Aaron S. Watkin (born ) is a Canadian ballet company director and former dancer. He began his dance career in 1988 at the National Ballet of Canada, and went on to perform at the English National Ballet, the Dutch National Ballet, the  and the Spanish National Dance Company. In 2006, he became the artistic director of Dresden Semperoper Ballett. He is the incoming artistic director of the English National Ballet, to take office in August 2023.

Early life and training
Watkin was born and raised in Duncan, British Columbia. He began training at Canada's National Ballet School in 1983 and graduated in 1988. He received the first Erik Bruhn Memorial Award in 1988.

Career
Watkin began dancing with the National Ballet of Canada in 1988, after graduating. He left Canada for Europe at age 20, and danced at English National Ballet, where he remained for two seasons, Dutch National Ballet, William Forsythe's  and Nacho Duato's Spanish National Dance Company. In 2002, he became the associate artistic director at Victor Ullate Ballet. After he retired from performing, he also worked as Forsythe's choreographic assistant and staged his works across the world, including at the Kirov Ballet and Paris Opera Ballet.

In 2006, Watkin became the artistic director of Dresden Semperoper Ballett, after staging a Forsythe program there the previous year. At the time, Watkin was relatively unknown, and was offered the position when then-Semperoper general director Gerd Uecker asked Forsythe's advice on a candidate who could shift the ballet company's direction from a classical company to one with a more diverse repertoire, and Forsythe recommended Watkin. In order to pursue his vision, he let go of 25 dancers, half of the company, and recruited new ones across Europe. He also appointed David Dawson as resident choreographer and acquired works by contemporary ballet choreographers such as Forsythe, Jiří Kylián, Mats Ek, Alexander Ekman and Stijn Celis, as well as older works by George Balanchine, Martha Graham, Pina Bausch and John Neumeier. Watkin also staged his own productions of classical ballets for the company, including Swan Lake, The Sleeping Beauty, The Nutcracker and Don Quixote.

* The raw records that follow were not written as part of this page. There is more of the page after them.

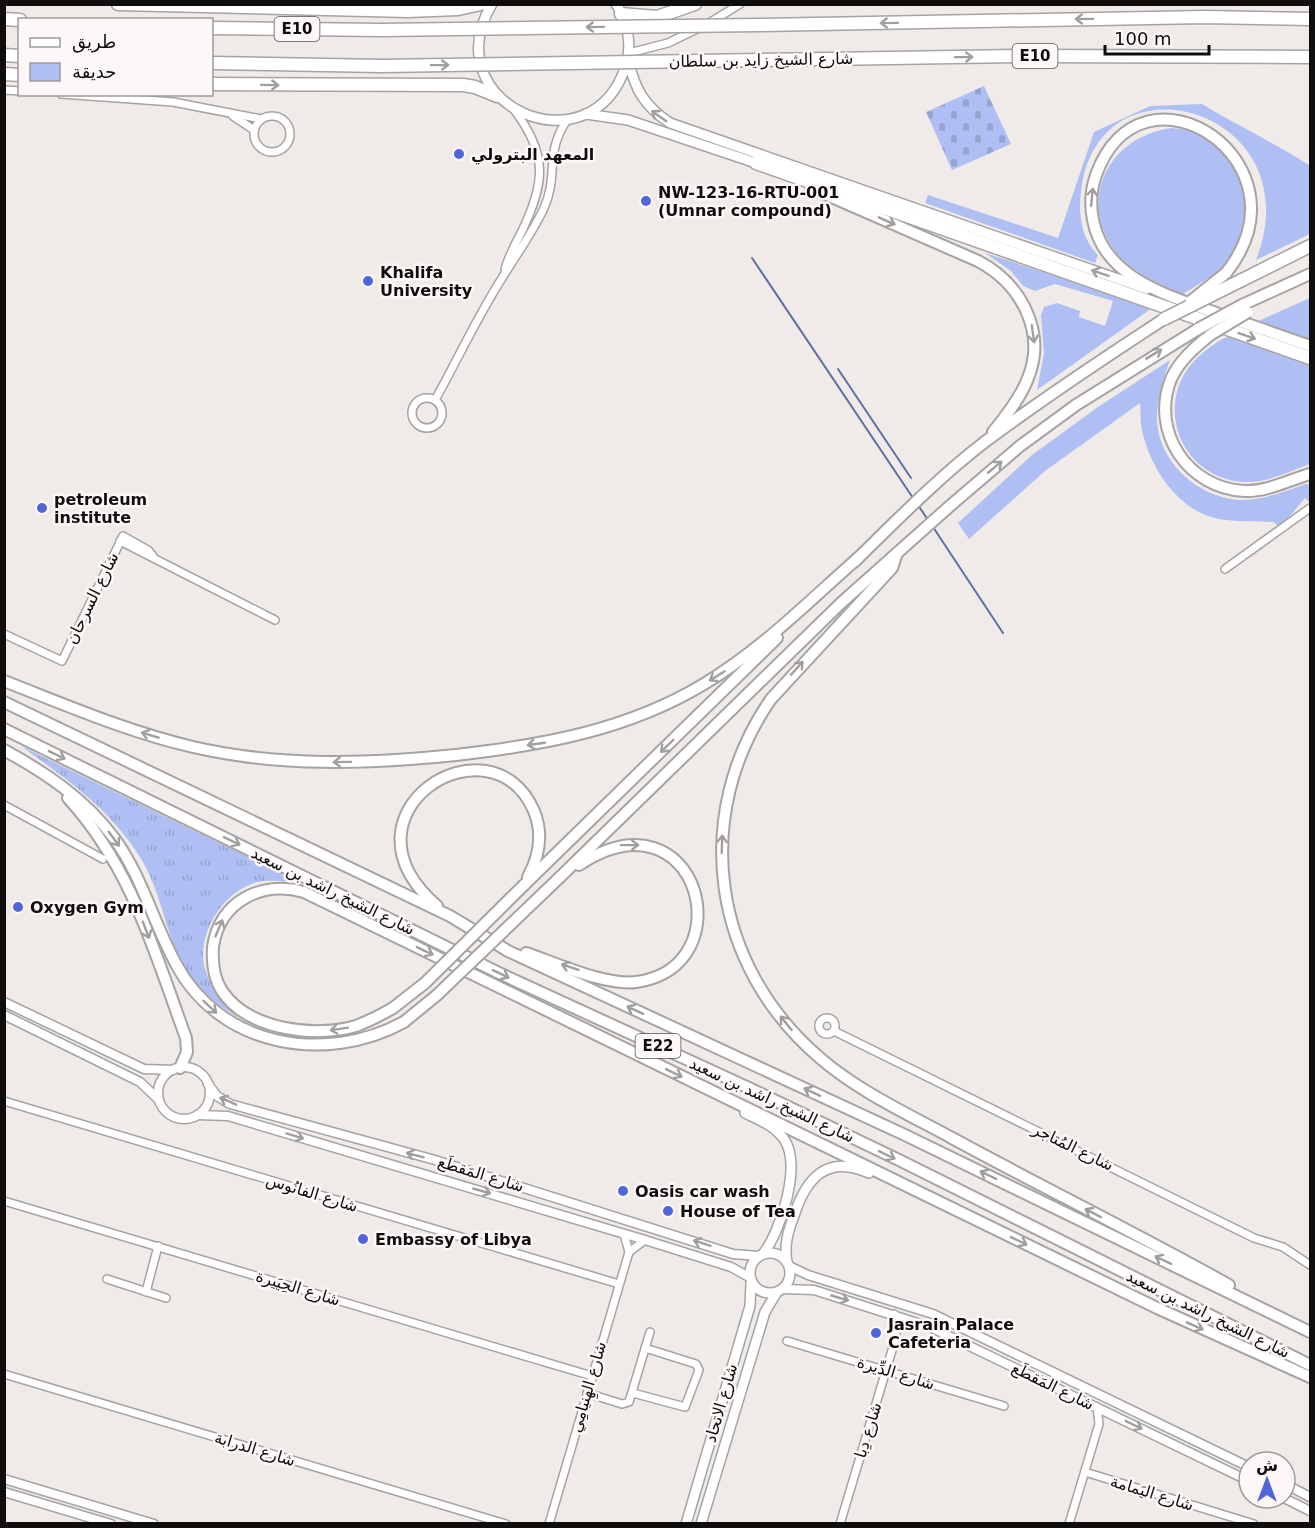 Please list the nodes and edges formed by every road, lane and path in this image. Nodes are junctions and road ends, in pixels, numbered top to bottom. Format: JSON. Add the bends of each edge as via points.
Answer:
{"nodes":[{"id":1,"x":118,"y":4,"type":"edge"},
{"id":2,"x":440,"y":4,"type":"edge"},
{"id":3,"x":481,"y":4,"type":"edge"},
{"id":4,"x":492,"y":4,"type":"edge"},
{"id":5,"x":695,"y":4,"type":"edge"},
{"id":6,"x":740,"y":4,"type":"edge"},
{"id":7,"x":618,"y":8,"type":"edge"},
{"id":8,"x":408,"y":11,"type":"junction"},
{"id":9,"x":1311,"y":19,"type":"edge"},
{"id":10,"x":213,"y":28,"type":"edge"},
{"id":11,"x":628,"y":57,"type":"junction"},
{"id":12,"x":1311,"y":57,"type":"edge"},
{"id":13,"x":213,"y":63,"type":"edge"},
{"id":14,"x":213,"y":84,"type":"edge"},
{"id":15,"x":89,"y":96,"type":"edge"},
{"id":16,"x":497,"y":96,"type":"junction"},
{"id":17,"x":225,"y":111,"type":"junction"},
{"id":18,"x":515,"y":111,"type":"junction"},
{"id":19,"x":586,"y":114,"type":"junction"},
{"id":20,"x":261,"y":119,"type":"junction"},
{"id":21,"x":567,"y":120,"type":"junction"},
{"id":22,"x":254,"y":130,"type":"junction"},
{"id":23,"x":1242,"y":149,"type":"dead end"},
{"id":24,"x":756,"y":163,"type":"junction"},
{"id":25,"x":1260,"y":185,"type":"dead end"},
{"id":26,"x":1311,"y":246,"type":"edge"},
{"id":27,"x":504,"y":274,"type":"junction"},
{"id":28,"x":1311,"y":274,"type":"edge"},
{"id":29,"x":1175,"y":298,"type":"junction"},
{"id":30,"x":1246,"y":308,"type":"junction"},
{"id":31,"x":1164,"y":319,"type":"junction"},
{"id":32,"x":1311,"y":346,"type":"edge"},
{"id":33,"x":1311,"y":358,"type":"edge"},
{"id":34,"x":435,"y":400,"type":"junction"},
{"id":35,"x":986,"y":442,"type":"junction"},
{"id":36,"x":1309,"y":476,"type":"edge"},
{"id":37,"x":1311,"y":508,"type":"edge"},
{"id":38,"x":897,"y":553,"type":"junction"},
{"id":39,"x":858,"y":558,"type":"junction"},
{"id":40,"x":1225,"y":569,"type":"dead end"},
{"id":41,"x":275,"y":620,"type":"dead end"},
{"id":42,"x":4,"y":634,"type":"edge"},
{"id":43,"x":4,"y":681,"type":"edge"},
{"id":44,"x":4,"y":702,"type":"edge"},
{"id":45,"x":4,"y":729,"type":"edge"},
{"id":46,"x":4,"y":750,"type":"edge"},
{"id":47,"x":47,"y":776,"type":"junction"},
{"id":48,"x":4,"y":805,"type":"edge"},
{"id":49,"x":103,"y":859,"type":"dead end"},
{"id":50,"x":559,"y":878,"type":"junction"},
{"id":51,"x":524,"y":885,"type":"junction"},
{"id":52,"x":450,"y":916,"type":"junction"},
{"id":53,"x":508,"y":951,"type":"junction"},
{"id":54,"x":4,"y":1002,"type":"edge"},
{"id":55,"x":4,"y":1015,"type":"edge"},
{"id":56,"x":834,"y":1031,"type":"dead end"},
{"id":57,"x":176,"y":1069,"type":"junction"},
{"id":58,"x":208,"y":1084,"type":"junction"},
{"id":59,"x":727,"y":1098,"type":"junction"},
{"id":60,"x":158,"y":1099,"type":"junction"},
{"id":61,"x":4,"y":1101,"type":"edge"},
{"id":62,"x":197,"y":1115,"type":"junction"},
{"id":63,"x":907,"y":1186,"type":"junction"},
{"id":64,"x":4,"y":1201,"type":"edge"},
{"id":65,"x":624,"y":1233,"type":"junction"},
{"id":66,"x":645,"y":1240,"type":"junction"},
{"id":67,"x":158,"y":1246,"type":"junction"},
{"id":68,"x":629,"y":1251,"type":"junction"},
{"id":69,"x":761,"y":1255,"type":"junction"},
{"id":70,"x":788,"y":1264,"type":"junction"},
{"id":71,"x":1311,"y":1265,"type":"edge"},
{"id":72,"x":107,"y":1279,"type":"dead end"},
{"id":73,"x":750,"y":1280,"type":"junction"},
{"id":74,"x":619,"y":1284,"type":"junction"},
{"id":75,"x":780,"y":1291,"type":"junction"},
{"id":76,"x":146,"y":1292,"type":"junction"},
{"id":77,"x":166,"y":1298,"type":"dead end"},
{"id":78,"x":894,"y":1314,"type":"junction"},
{"id":79,"x":913,"y":1320,"type":"junction"},
{"id":80,"x":1311,"y":1331,"type":"edge"},
{"id":81,"x":650,"y":1332,"type":"dead end"},
{"id":82,"x":896,"y":1337,"type":"junction"},
{"id":83,"x":787,"y":1341,"type":"dead end"},
{"id":84,"x":645,"y":1348,"type":"junction"},
{"id":85,"x":1311,"y":1365,"type":"edge"},
{"id":86,"x":886,"y":1370,"type":"junction"},
{"id":87,"x":4,"y":1374,"type":"edge"},
{"id":88,"x":592,"y":1376,"type":"junction"},
{"id":89,"x":1311,"y":1377,"type":"edge"},
{"id":90,"x":586,"y":1393,"type":"junction"},
{"id":91,"x":633,"y":1393,"type":"junction"},
{"id":92,"x":1004,"y":1406,"type":"dead end"},
{"id":93,"x":1097,"y":1407,"type":"junction"},
{"id":94,"x":1111,"y":1414,"type":"junction"},
{"id":95,"x":1099,"y":1424,"type":"junction"},
{"id":96,"x":1237,"y":1461,"type":"edge"},
{"id":97,"x":1237,"y":1468,"type":"edge"},
{"id":98,"x":1085,"y":1472,"type":"junction"},
{"id":99,"x":1230,"y":1472,"type":"junction"},
{"id":100,"x":1237,"y":1475,"type":"edge"},
{"id":101,"x":4,"y":1479,"type":"edge"},
{"id":102,"x":1297,"y":1490,"type":"edge"},
{"id":103,"x":4,"y":1492,"type":"edge"},
{"id":104,"x":1311,"y":1497,"type":"edge"},
{"id":105,"x":1297,"y":1504,"type":"edge"},
{"id":106,"x":1311,"y":1511,"type":"edge"},
{"id":107,"x":111,"y":1524,"type":"edge"},
{"id":108,"x":154,"y":1524,"type":"edge"},
{"id":109,"x":506,"y":1524,"type":"edge"},
{"id":110,"x":549,"y":1524,"type":"edge"},
{"id":111,"x":686,"y":1524,"type":"edge"},
{"id":112,"x":701,"y":1524,"type":"edge"},
{"id":113,"x":840,"y":1524,"type":"edge"},
{"id":114,"x":1069,"y":1524,"type":"edge"},
{"id":115,"x":1254,"y":1524,"type":"edge"}],
"edges":[{"from":1,"to":8,"type":"highway"},
{"from":2,"to":8,"type":"street"},
{"from":3,"to":8,"type":"highway"},
{"from":4,"to":16,"type":"main road","via":[[480,32],[478,49],[487,82]]},
{"from":5,"to":7,"type":"highway","via":[[657,16]]},
{"from":6,"to":11,"type":"street","via":[[686,35]]},
{"from":7,"to":11,"type":"main road","via":[[628,33]]},
{"from":9,"to":10,"type":"highway","number":"E10","one_way":true,"bridge":true,"via":[[1205,17],[382,30]]},
{"from":11,"to":19,"type":"main road","via":[[613,92]]},
{"from":29,"to":11,"type":"main road","one_way":true,"via":[[670,123],[641,98]]},
{"from":13,"to":12,"type":"highway","name":"شارع الشيخ زايد بن سلطان","number":"E10","one_way":true,"bridge":true,"via":[[382,66],[1035,56]]},
{"from":14,"to":16,"type":"highway","one_way":true,"via":[[463,85]]},
{"from":15,"to":17,"type":"street","via":[[173,102]]},
{"from":16,"to":18,"type":"main road"},
{"from":17,"to":20,"type":"street"},
{"from":17,"to":22,"type":"street"},
{"from":18,"to":21,"type":"main road","via":[[533,118]]},
{"from":18,"to":27,"type":"street","via":[[537,147],[541,176]]},
{"from":19,"to":21,"type":"main road"},
{"from":19,"to":24,"type":"main road","via":[[628,120]]},
{"from":20,"to":22,"type":"street"},
{"from":20,"to":22,"type":"street","via":[[270,116],[284,121],[290,133],[287,143],[276,151],[265,150],[256,142]]},
{"from":21,"to":27,"type":"street","via":[[554,143],[546,204]]},
{"from":29,"to":23,"type":"highway","one_way":true,"via":[[1142,283],[1111,259],[1100,243],[1091,208],[1095,176],[1117,142],[1140,126],[1154,122],[1188,120],[1203,124],[1219,130]]},
{"from":24,"to":33,"type":"highway","one_way":true},
{"from":24,"to":35,"type":"highway","one_way":true,"via":[[978,261],[1012,288],[1030,318],[1034,356],[1019,396]]},
{"from":25,"to":31,"type":"highway","bridge":true,"via":[[1258,226],[1246,252],[1226,273]]},
{"from":26,"to":31,"type":"highway","bridge":true},
{"from":27,"to":34,"type":"street"},
{"from":28,"to":30,"type":"highway"},
{"from":29,"to":32,"type":"highway"},
{"from":30,"to":36,"type":"highway","bridge":true,"via":[[1179,365],[1167,394],[1169,436],[1196,474],[1228,489],[1265,489]]},
{"from":38,"to":30,"type":"highway","one_way":true,"bridge":true,"via":[[1020,446],[1076,405],[1198,329]]},
{"from":31,"to":35,"type":"highway"},
{"from":34,"to":34,"type":"street","via":[[422,399],[414,406],[412,416],[417,425],[429,429],[441,421],[442,410]]},
{"from":35,"to":39,"type":"highway"},
{"from":37,"to":40,"type":"street"},
{"from":38,"to":50,"type":"highway"},
{"from":80,"to":38,"type":"highway","one_way":true,"via":[[837,1072],[792,1031],[749,969],[735,934],[722,862],[725,814],[735,770],[771,699],[891,568]]},
{"from":39,"to":43,"type":"highway","one_way":true,"via":[[760,644],[703,685],[605,728],[536,744],[366,762],[301,763],[242,757],[133,729]]},
{"from":39,"to":51,"type":"highway","one_way":true},
{"from":41,"to":42,"type":"street","name":"شارع السرحان","via":[[121,538],[62,661]]},
{"from":44,"to":52,"type":"highway","name":"شارع الشيخ راشد بن سعيد","number":"E22"},
{"from":45,"to":85,"type":"highway","name":"شارع الشيخ راشد بن سعيد","number":"E22","one_way":true,"via":[[499,973],[891,1156]]},
{"from":46,"to":47,"type":"highway"},
{"from":47,"to":50,"type":"highway","one_way":true,"bridge":true,"via":[[91,811],[114,838],[141,884],[176,965],[195,993],[218,1014],[275,1041],[305,1045],[357,1041],[404,1022]]},
{"from":47,"to":57,"type":"highway","one_way":true,"via":[[102,840],[124,876],[186,1038],[188,1052]]},
{"from":48,"to":49,"type":"street"},
{"from":50,"to":53,"type":"highway","one_way":true,"via":[[612,847],[638,845],[663,852],[683,868],[696,891],[699,918],[690,946],[667,971],[635,982],[619,982],[524,952]]},
{"from":51,"to":52,"type":"highway","via":[[537,858],[540,831],[524,794],[509,781],[490,773],[464,770],[442,777],[416,799],[405,819],[401,842],[410,876]]},
{"from":51,"to":59,"type":"highway","one_way":true,"bridge":true,"via":[[425,983],[393,1008],[355,1026],[331,1030],[280,1027],[238,1007],[222,992],[215,976],[215,934],[235,904],[252,893],[281,887],[304,892]]},
{"from":52,"to":53,"type":"highway","name":"شارع الشيخ راشد بن سعيد","number":"E22"},
{"from":80,"to":53,"type":"highway","name":"شارع الشيخ راشد بن سعيد","number":"E22","one_way":true,"via":[[915,1140]]},
{"from":54,"to":57,"type":"street","via":[[144,1069]]},
{"from":55,"to":60,"type":"street","via":[[140,1082]]},
{"from":56,"to":71,"type":"street","name":"شارع المُتاجر","via":[[1254,1238],[1283,1247]]},
{"from":57,"to":58,"type":"street","via":[[194,1069]]},
{"from":57,"to":60,"type":"street","via":[[159,1085]]},
{"from":58,"to":62,"type":"street","via":[[207,1104]]},
{"from":69,"to":58,"type":"street","name":"شارع المَقطَع","one_way":true,"via":[[733,1254],[435,1160],[230,1104]]},
{"from":59,"to":63,"type":"highway"},
{"from":59,"to":69,"type":"main road","via":[[775,1129],[791,1154],[792,1166],[775,1232]]},
{"from":60,"to":62,"type":"street","via":[[165,1111],[177,1118]]},
{"from":61,"to":74,"type":"street","name":"شارع الفانُوس"},
{"from":62,"to":65,"type":"street","name":"شارع المَقطَع","one_way":true,"via":[[228,1116]]},
{"from":63,"to":70,"type":"main road","via":[[854,1167],[821,1172],[800,1195],[786,1240]]},
{"from":63,"to":89,"type":"highway","one_way":true,"via":[[1178,1318]]},
{"from":64,"to":67,"type":"street","name":"شارع الحِيَيرة"},
{"from":65,"to":66,"type":"street","name":"شارع المَقطَع"},
{"from":65,"to":68,"type":"street"},
{"from":66,"to":68,"type":"street"},
{"from":66,"to":73,"type":"street","name":"شارع المَقطَع","via":[[731,1267]]},
{"from":67,"to":76,"type":"street"},
{"from":67,"to":88,"type":"street","name":"شارع الحِيَيرة"},
{"from":68,"to":74,"type":"street","name":"شارع الهِنيامِي"},
{"from":69,"to":70,"type":"main road","via":[[776,1254]]},
{"from":69,"to":73,"type":"main road","via":[[751,1265]]},
{"from":70,"to":75,"type":"main road","via":[[789,1278]]},
{"from":70,"to":96,"type":"street","name":"شارع المَقطَع","via":[[808,1275],[933,1314]]},
{"from":72,"to":76,"type":"street"},
{"from":73,"to":75,"type":"main road","via":[[759,1291]]},
{"from":73,"to":111,"type":"main road","name":"شارع الاتحاد","via":[[750,1306]]},
{"from":74,"to":88,"type":"street","name":"شارع الهِنيامِي"},
{"from":75,"to":78,"type":"street","name":"شارع المَقطَع","one_way":true,"via":[[814,1290]]},
{"from":75,"to":112,"type":"main road","name":"شارع الاتحاد","via":[[765,1312]]},
{"from":76,"to":77,"type":"street"},
{"from":78,"to":79,"type":"street","name":"شارع المَقطَع"},
{"from":78,"to":82,"type":"street","name":"شارع دِبا"},
{"from":79,"to":82,"type":"street","name":"شارع دِبا"},
{"from":79,"to":93,"type":"street","name":"شارع المَقطَع"},
{"from":81,"to":84,"type":"street"},
{"from":82,"to":86,"type":"street","name":"شارع دِبا"},
{"from":83,"to":86,"type":"street","name":"شارع الدِّيرة"},
{"from":84,"to":91,"type":"street"},
{"from":84,"to":91,"type":"street","via":[[696,1364],[698,1372],[685,1407]]},
{"from":86,"to":92,"type":"street","name":"شارع الدِّيرة"},
{"from":86,"to":113,"type":"street","name":"شارع دِبا"},
{"from":87,"to":109,"type":"street","name":"شارع الدرابة"},
{"from":88,"to":90,"type":"street","name":"شارع الهِنيامِي"},
{"from":90,"to":91,"type":"street","via":[[624,1404]]},
{"from":90,"to":110,"type":"street","name":"شارع الهِنيامِي"},
{"from":93,"to":94,"type":"street","name":"شارع المَقطَع"},
{"from":93,"to":95,"type":"street"},
{"from":94,"to":95,"type":"street"},
{"from":94,"to":99,"type":"street","name":"شارع المَقطَع","one_way":true},
{"from":95,"to":98,"type":"street"},
{"from":97,"to":99,"type":"street"},
{"from":98,"to":114,"type":"street"},
{"from":98,"to":115,"type":"street","name":"شارع اليَمامة"},
{"from":99,"to":100,"type":"street","name":"شارع المَقطَع"},
{"from":101,"to":108,"type":"street"},
{"from":102,"to":104,"type":"street"},
{"from":103,"to":107,"type":"street"},
{"from":105,"to":106,"type":"street"}]}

In August 2022, Watkin was announced as the incoming artistic director of the English National Ballet, three decades after he first danced there, succeeding Tamara Rojo. He is scheduled to take up the role in August 2023.

References

Living people
People from Duncan, British Columbia
Canadian male ballet dancers
Canadian artistic directors
National Ballet of Canada dancers
Dutch National Ballet dancers
English National Ballet dancers
20th-century ballet dancers
20th-century Canadian dancers
Canadian expatriates in England
Canadian expatriates in Germany
Canadian expatriates in the Netherlands
Canadian expatriates in Spain
Year of birth missing (living people)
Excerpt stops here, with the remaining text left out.